You are viewing a plain text version of this content. The canonical link for it is here.
Posted to server-dev@james.apache.org by "Benoit Tellier (Jira)" <se...@james.apache.org> on 2021/08/06 03:42:00 UTC

[jira] [Created] (JAMES-3626) Setting value of a collection inserts tomstone

Benoit Tellier created JAMES-3626:
-------------------------------------

             Summary: Setting value of a collection inserts tomstone
                 Key: JAMES-3626
                 URL: https://issues.apache.org/jira/browse/JAMES-3626
             Project: James Server
          Issue Type: Improvement
          Components: cassandra
    Affects Versions: master
            Reporter: Benoit Tellier
             Fix For: 3.7.0


https://docs.datastax.com/en/landing_page/doc/landing_page/dataModel.html#dataModel__checkTableStructure


{code:java}
Check use of collection types

When insert or full update of a non-frozen collection occurs, such as replacing the value of the column with another value like UPDATE table SET field = new_value …, Cassandra inserts a tombstone marker to prevent possible overlap with previous data even if data did not previously exist. A large number of tombstones can significantly affect read performance.

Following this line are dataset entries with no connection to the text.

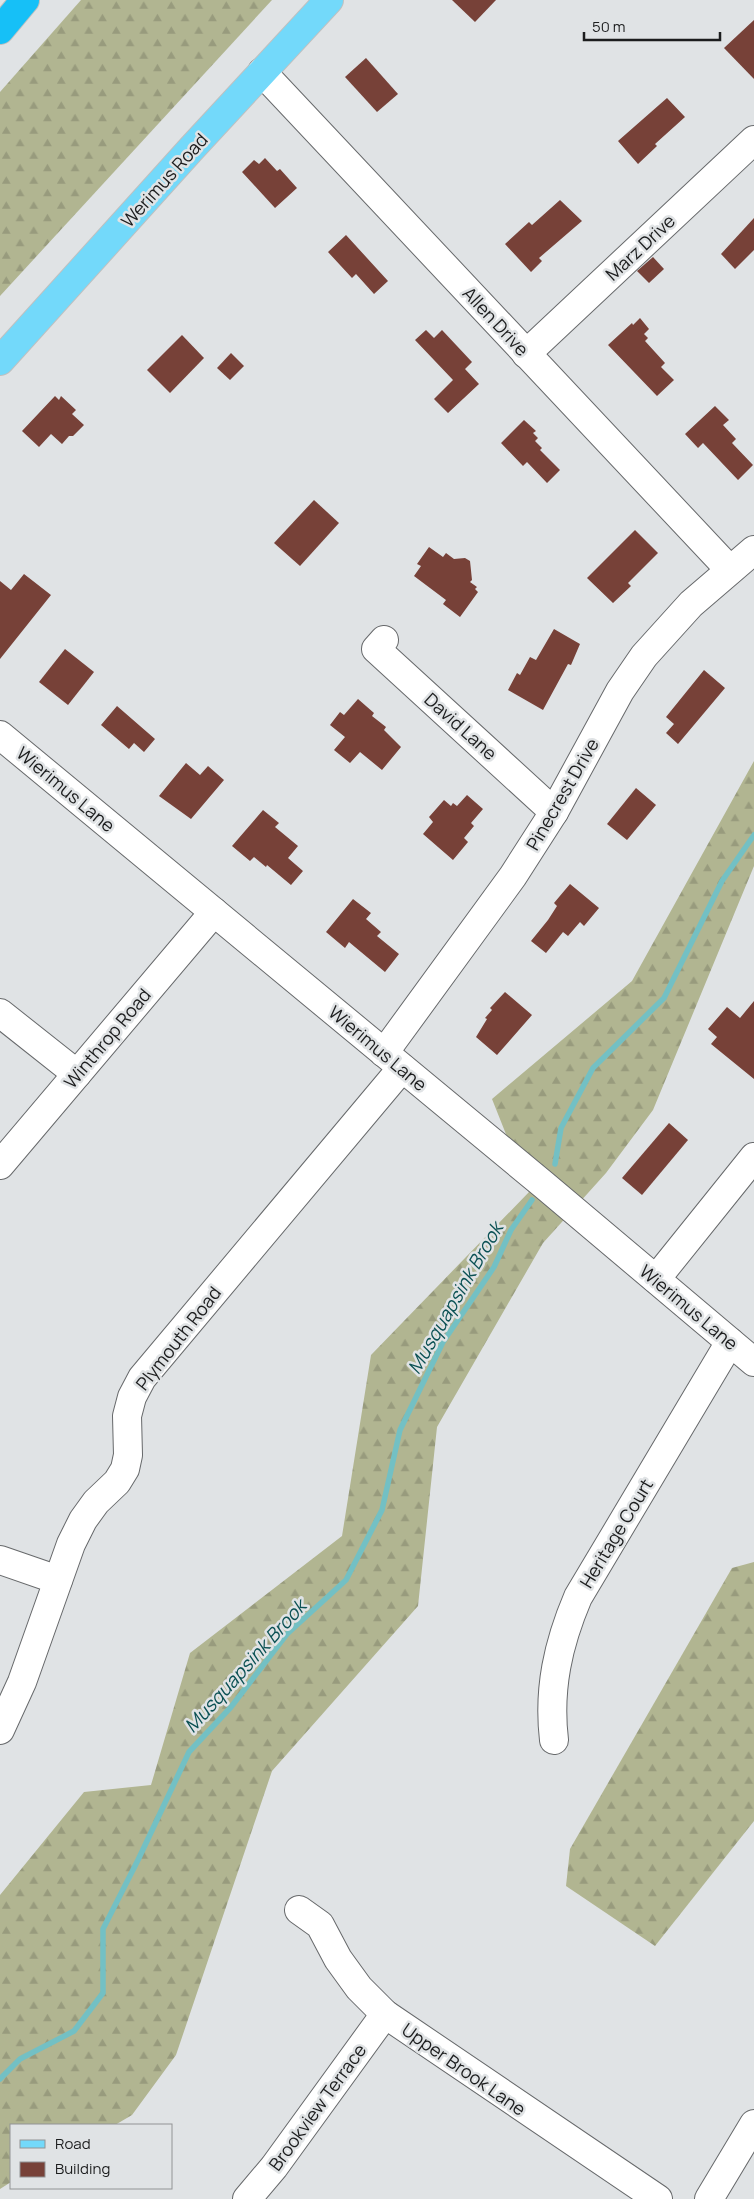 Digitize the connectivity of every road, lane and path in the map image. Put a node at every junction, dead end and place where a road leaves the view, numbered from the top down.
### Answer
1 (25, 0) edge
2 (329, 0) edge
3 (0, 30) edge
4 (262, 72) junction
5 (754, 140) edge
6 (526, 354) junction
7 (0, 361) edge
8 (754, 550) edge
9 (730, 570) junction
10 (384, 640) dead end
11 (0, 734) edge
12 (554, 812) junction
13 (214, 912) junction
14 (0, 1013) edge
15 (393, 1060) junction
16 (77, 1074) junction
17 (754, 1157) edge
18 (0, 1165) edge
19 (656, 1279) junction
20 (730, 1342) junction
21 (754, 1362) edge
22 (0, 1560) edge
23 (58, 1580) junction
24 (0, 1730) edge
25 (554, 1740) dead end
26 (299, 1910) dead end
27 (385, 2014) junction
28 (754, 2124) edge
29 (247, 2199) edge
30 (658, 2199) edge
31 (709, 2199) edge

1 - 3 highway
2 - 4 main road, Werimus Road
4 - 6 street, Allen Drive
4 - 7 main road, Werimus Road
5 - 6 street, Marz Drive
6 - 9 street, Allen Drive
8 - 9 street, Pinecrest Drive
9 - 12 street, Pinecrest Drive
10 - 12 street, David Lane
11 - 13 street, Wierimus Lane
12 - 15 street, Pinecrest Drive
13 - 15 street, Wierimus Lane
13 - 16 street, Winthrop Road
14 - 16 street
15 - 19 street, Wierimus Lane
15 - 23 street, Plymouth Road
16 - 18 street, Winthrop Road
17 - 19 street
19 - 20 street, Wierimus Lane
20 - 21 street, Wierimus Lane
20 - 25 street, Heritage Court
22 - 23 street
23 - 24 street, Plymouth Road
26 - 27 street, Upper Brook Lane
27 - 29 street, Brookview Terrace
27 - 30 street, Upper Brook Lane
28 - 31 street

When you know that no previous data exists and to prevent creation of tombstones when inserting data into a set or map (or when performing the full update of a set or map), you can use append operation for columns. For example:

CREATETABLE test.m1 (
id int PRIMARY KEY,
m map<int, text>
);

instead of using:

INSERT INTO test.m1(id, m) VALUES (1, {1:'t1', 2:'t2'}); 

or

UPDATE test.m1 SET m = {1:'t1', 2:'t2'} WHERE id = 1; 

which generate tombstones, execute:

UPDATE test.m1 SET m = m + {1:'t1', 2:'t2'} WHERE id = 1; 

which has the same result, but without tombstone generation.
{code}

Affected tables:

 - imapUidTable (use of a non frozen set for user flags)
      - inserts are done
      - full updates are done
      - This table is critical for JMAP performance. Not that it can explain the ~10% performance hit that occurs when reading mailbox with recent inserts versus reading mailboxes without recent inserts.

 - messageIdTable (use of a non frozen set for user flags)
      - inserts are done
      - full updates are done
      - This table is critical for IMAP performance.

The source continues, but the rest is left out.